On December 30, 2009, the District Court ordered that Greenberg be disqualified due to a serious potential for conflict. In a meticulous opinion accompanying the order, the Court explained that “Greenberg's continued presence in this case presents a minefield of potential problems that would compel me constantly to evaluate whether he is acting in the best interest of his firm's existing client or in his firm's former client.” The Court then appointed Jeremy Ibrahim, Esq., as Haziz's new defense counsel.
Haziz's trial began on June 22, 2010.3 Simply put, the government's evidence of guilt was very strong. In addition to the eyewitness testimony of several ATF agents, the government also produced audio and video recordings of the CI's drug transaction with Haziz. Additionally, the CI testified that after making arrangements with Rahmmar over the phone, he purchased two baggies of crack cocaine from Haziz, whom he knew personally. His testimony continued:
I went in there, gave [Haziz] the money right away, he counted it, he told me that—that he—you know, he don't do this anymore, he was just doing a favor for his—for his brother.
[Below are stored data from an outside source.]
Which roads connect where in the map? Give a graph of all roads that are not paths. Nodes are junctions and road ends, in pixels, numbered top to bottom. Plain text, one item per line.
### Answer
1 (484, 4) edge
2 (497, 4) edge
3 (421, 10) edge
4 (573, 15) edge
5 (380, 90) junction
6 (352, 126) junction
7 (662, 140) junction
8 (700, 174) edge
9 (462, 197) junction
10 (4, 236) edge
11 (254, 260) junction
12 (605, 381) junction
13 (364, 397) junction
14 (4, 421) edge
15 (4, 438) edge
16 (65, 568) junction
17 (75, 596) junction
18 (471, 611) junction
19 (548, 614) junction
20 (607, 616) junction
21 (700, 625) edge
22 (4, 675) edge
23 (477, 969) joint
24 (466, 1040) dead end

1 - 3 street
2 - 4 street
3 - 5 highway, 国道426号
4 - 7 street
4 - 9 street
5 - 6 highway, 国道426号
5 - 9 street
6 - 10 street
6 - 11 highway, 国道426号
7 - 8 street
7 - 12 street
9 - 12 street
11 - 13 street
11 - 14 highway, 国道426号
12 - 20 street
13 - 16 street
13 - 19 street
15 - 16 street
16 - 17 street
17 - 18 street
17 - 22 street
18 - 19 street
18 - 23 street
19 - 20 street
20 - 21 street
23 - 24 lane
After that he gave me the crack cocaine and I proceeded to leave.
The government also called Ninan Varughese (“Varughese”), a forensic chemist employed by the Philadelphia Police Department Chemistry Laboratory. Varughese testified that he tested the substance in one of the two baggies purchased by the CI and determined that it contained cocaine base, that the tested bag contained 5.494 grams of cocaine base, and that the total weight of both baggies was 12.05 grams.
Finally, the government called Devinearth Freeman (“Freeman”), Haziz's niece, who lived in the same house as Haziz and was present in the house at the time of the drug transaction with the CI. Upon being interviewed by ATF agents prior to trial, Freeman had refused to say whether Haziz was present at the time of the transaction. At trial, when Freeman was shown a video recording of the transaction, she claimed to be unable to identify Haziz in the video. This led to the following exchange, as the prosecutor questioned Freeman about her possible bias:
Q: And when you were asked if Haziz was in the kitchen the first time, you just didn't answer that question, didn't you?
A: No, I didn't.
Q: Because your Uncle Haziz is like a father to you, right?
A: Oh, yeah.
Q: And you don't want to see him go to jail?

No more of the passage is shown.